=== Begin Enclosure ===

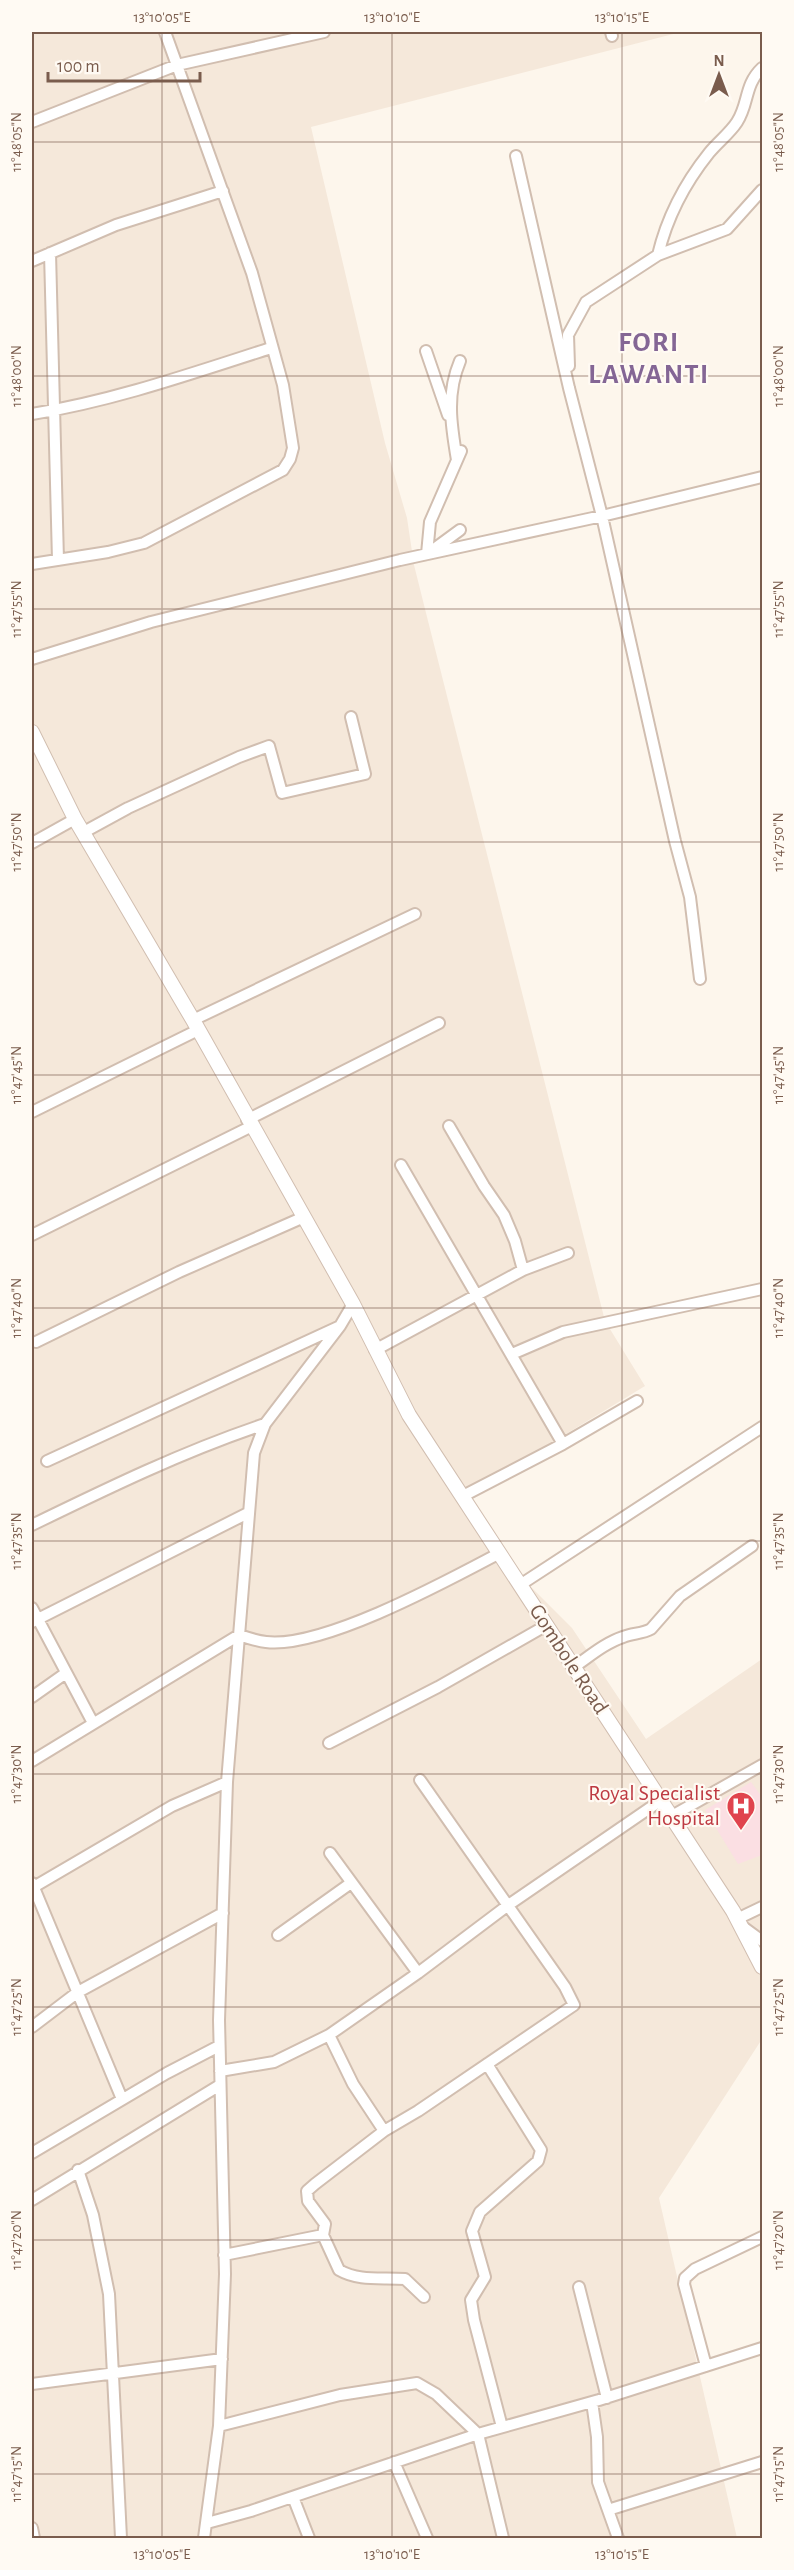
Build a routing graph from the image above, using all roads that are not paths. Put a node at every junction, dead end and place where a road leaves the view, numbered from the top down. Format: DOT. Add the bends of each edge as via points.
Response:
graph roads {
  1 [pos="165,32"];
  2 [pos="324,32"];
  3 [pos="177,65"];
  4 [pos="762,68"];
  5 [pos="32,122"];
  6 [pos="516,156"];
  7 [pos="762,190"];
  8 [pos="223,191"];
  9 [pos="50,253"];
  10 [pos="658,255"];
  11 [pos="32,261"];
  12 [pos="271,348"];
  13 [pos="426,351"];
  14 [pos="460,361"];
  15 [pos="569,388"];
  16 [pos="55,411"];
  17 [pos="32,414"];
  18 [pos="452,427"];
  19 [pos="762,477"];
  20 [pos="602,516"];
  21 [pos="460,530"];
  22 [pos="427,554"];
  23 [pos="58,560"];
  24 [pos="32,564"];
  25 [pos="32,658"];
  26 [pos="351,717"];
  27 [pos="32,732"];
  28 [pos="75,819"];
  29 [pos="84,832"];
  30 [pos="32,843"];
  31 [pos="415,914"];
  32 [pos="700,979"];
  33 [pos="439,1023"];
  34 [pos="195,1025"];
  35 [pos="32,1112"];
  36 [pos="249,1123"];
  37 [pos="449,1126"];
  38 [pos="401,1165"];
  39 [pos="304,1217"];
  40 [pos="32,1235"];
  41 [pos="568,1252"];
  42 [pos="523,1270"];
  43 [pos="762,1289"];
  44 [pos="478,1296"];
  45 [pos="353,1304"];
  46 [pos="340,1326"];
  47 [pos="36,1342"];
  48 [pos="375,1350"];
  49 [pos="512,1354"];
  50 [pos="637,1401"];
  51 [pos="265,1424"];
  52 [pos="762,1427"];
  53 [pos="564,1444"];
  54 [pos="47,1461"];
  55 [pos="464,1496"];
  56 [pos="248,1513"];
  57 [pos="32,1525"];
  58 [pos="752,1546"];
  59 [pos="498,1554"];
  60 [pos="520,1584"];
  61 [pos="32,1608"];
  62 [pos="34,1620"];
  63 [pos="547,1625"];
  64 [pos="239,1635"];
  65 [pos="574,1667"];
  66 [pos="66,1673"];
  67 [pos="32,1697"];
  68 [pos="93,1723"];
  69 [pos="329,1743"];
  70 [pos="32,1761"];
  71 [pos="762,1765"];
  72 [pos="420,1780"];
  73 [pos="227,1782"];
  74 [pos="660,1801"];
  75 [pos="670,1817"];
  76 [pos="330,1853"];
  77 [pos="351,1883"];
  78 [pos="32,1886"];
  79 [pos="507,1906"];
  80 [pos="762,1907"];
  81 [pos="223,1913"];
  82 [pos="739,1922"];
  83 [pos="278,1935"];
  84 [pos="762,1941"];
  85 [pos="762,1967"];
  86 [pos="418,1973"];
  87 [pos="78,1992"];
  88 [pos="32,2027"];
  89 [pos="329,2036"];
  90 [pos="219,2046"];
  91 [pos="487,2064"];
  92 [pos="220,2071"];
  93 [pos="220,2085"];
  94 [pos="122,2099"];
  95 [pos="384,2131"];
  96 [pos="32,2153"];
  97 [pos="78,2170"];
  98 [pos="32,2200"];
  99 [pos="322,2235"];
  100 [pos="762,2237"];
  101 [pos="224,2255"];
  102 [pos="579,2287"];
  103 [pos="424,2297"];
  104 [pos="762,2348"];
  105 [pos="222,2359"];
  106 [pos="706,2366"];
  107 [pos="112,2373"];
  108 [pos="32,2384"];
  109 [pos="607,2398"];
  110 [pos="592,2402"];
  111 [pos="219,2426"];
  112 [pos="502,2427"];
  113 [pos="478,2434"];
  114 [pos="394,2462"];
  115 [pos="762,2462"];
  116 [pos="293,2497"];
  117 [pos="608,2510"];
  118 [pos="207,2523"];
  119 [pos="32,2528"];
  120 [pos="34,2538"];
  121 [pos="120,2538"];
  122 [pos="204,2538"];
  123 [pos="309,2538"];
  124 [pos="427,2538"];
  125 [pos="503,2538"];
  126 [pos="618,2538"];
  1 -- 3 [label="street"];
  2 -- 3 [label="street"];
  3 -- 5 [label="street"];
  3 -- 8 [label="street"];
  4 -- 10 [label="street" via="748,87 738,121 709,153 675,205"];
  6 -- 15 [label="street"];
  7 -- 10 [label="street" via="727,229"];
  8 -- 9 [label="street" via="116,225"];
  8 -- 12 [label="street" via="252,273"];
  9 -- 11 [label="street"];
  9 -- 16 [label="street"];
  10 -- 15 [label="street" via="586,302 568,335"];
  12 -- 16 [label="street"];
  12 -- 23 [label="street" via="283,385 293,448 283,470 144,543"];
  13 -- 18 [label="street"];
  14 -- 18 [label="street" via="452,379"];
  15 -- 20 [label="street"];
  16 -- 17 [label="street"];
  16 -- 23 [label="street"];
  18 -- 22 [label="street" via="459,456 430,522"];
  19 -- 20 [label="street"];
  20 -- 22 [label="street"];
  20 -- 32 [label="street" via="690,897"];
  21 -- 22 [label="street"];
  22 -- 25 [label="street" via="151,622"];
  23 -- 24 [label="street"];
  26 -- 29 [label="street" via="365,774 282,793 269,746 128,808"];
  27 -- 28 [label="street, Gombole Road"];
  28 -- 29 [label="street, Gombole Road"];
  28 -- 30 [label="street"];
  29 -- 34 [label="street, Gombole Road"];
  31 -- 34 [label="street"];
  33 -- 36 [label="street"];
  34 -- 35 [label="street"];
  34 -- 36 [label="street, Gombole Road"];
  36 -- 39 [label="street, Gombole Road"];
  36 -- 40 [label="street"];
  37 -- 42 [label="street" via="504,1215"];
  38 -- 44 [label="street"];
  39 -- 45 [label="street, Gombole Road"];
  39 -- 47 [label="street" via="178,1272"];
  41 -- 42 [label="street"];
  42 -- 44 [label="street"];
  43 -- 49 [label="street" via="563,1332"];
  44 -- 48 [label="street"];
  44 -- 49 [label="street"];
  45 -- 46 [label="street"];
  45 -- 48 [label="street, Gombole Road"];
  46 -- 51 [label="street"];
  46 -- 54 [label="street"];
  48 -- 55 [label="street, Gombole Road" via="409,1415"];
  49 -- 53 [label="street"];
  50 -- 53 [label="street"];
  51 -- 56 [label="street" via="254,1453"];
  51 -- 57 [label="street" via="138,1473"];
  52 -- 60 [label="street"];
  53 -- 55 [label="street"];
  55 -- 59 [label="street, Gombole Road"];
  56 -- 62 [label="street"];
  56 -- 64 [label="street"];
  58 -- 65 [label="street" via="680,1596 651,1629 603,1646"];
  59 -- 60 [label="street, Gombole Road"];
  59 -- 64 [label="street" via="443,1583 319,1636 266,1642"];
  60 -- 63 [label="street, Gombole Road"];
  61 -- 62 [label="street"];
  62 -- 66 [label="street"];
  63 -- 65 [label="street, Gombole Road"];
  63 -- 69 [label="street"];
  64 -- 68 [label="street"];
  64 -- 73 [label="street"];
  65 -- 74 [label="street, Gombole Road"];
  66 -- 67 [label="street"];
  66 -- 68 [label="street"];
  68 -- 70 [label="street"];
  71 -- 75 [label="street"];
  72 -- 79 [label="street"];
  73 -- 78 [label="street" via="172,1806"];
  73 -- 81 [label="street"];
  74 -- 75 [label="street, Gombole Road"];
  74 -- 79 [label="street"];
  75 -- 82 [label="street, Gombole Road"];
  76 -- 77 [label="street"];
  77 -- 83 [label="street"];
  77 -- 86 [label="street"];
  78 -- 87 [label="street"];
  79 -- 86 [label="street"];
  79 -- 91 [label="street" via="565,1987 574,2006"];
  80 -- 82 [label="street"];
  81 -- 87 [label="street"];
  81 -- 90 [label="street"];
  82 -- 84 [label="street"];
  82 -- 85 [label="street, Gombole Road"];
  86 -- 89 [label="street"];
  87 -- 88 [label="street"];
  87 -- 94 [label="street"];
  89 -- 92 [label="street" via="274,2062"];
  89 -- 95 [label="street" via="353,2084"];
  90 -- 92 [label="street"];
  90 -- 94 [label="street"];
  91 -- 95 [label="street"];
  91 -- 112 [label="street" via="542,2150 538,2161 480,2212 472,2231 485,2277 471,2300 474,2320"];
  92 -- 93 [label="street"];
  93 -- 97 [label="street"];
  93 -- 101 [label="street"];
  94 -- 96 [label="street"];
  95 -- 99 [label="street" via="307,2191 308,2201 325,2224"];
  97 -- 98 [label="street"];
  97 -- 107 [label="street" via="93,2215 109,2294"];
  99 -- 101 [label="street"];
  99 -- 103 [label="street" via="339,2270 359,2277 405,2279"];
  100 -- 106 [label="street" via="685,2277"];
  101 -- 105 [label="street"];
  102 -- 109 [label="street"];
  104 -- 106 [label="street"];
  105 -- 107 [label="street"];
  105 -- 111 [label="street"];
  106 -- 109 [label="street"];
  107 -- 108 [label="street"];
  107 -- 121 [label="street"];
  109 -- 110 [label="street"];
  110 -- 112 [label="street"];
  110 -- 117 [label="street" via="598,2482"];
  111 -- 113 [label="street" via="340,2395 417,2383 436,2394"];
  111 -- 118 [label="street"];
  112 -- 113 [label="street"];
  113 -- 114 [label="street"];
  113 -- 125 [label="street"];
  114 -- 116 [label="street"];
  114 -- 124 [label="street"];
  115 -- 117 [label="street"];
  116 -- 118 [label="street"];
  116 -- 123 [label="street"];
  117 -- 126 [label="street"];
  118 -- 122 [label="street"];
  119 -- 120 [label="street"];
}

=== End Enclosure ===

» **TASK**:
Search the entries for the string "roads". Copy every line that has it.

» **RESPONSE**:
Build a routing graph from the image above, using all roads that are not paths. Put a node at every junction, dead end and place where a road leaves the view, numbered from the top down. Format: DOT. Add the bends of each edge as via points.
graph roads {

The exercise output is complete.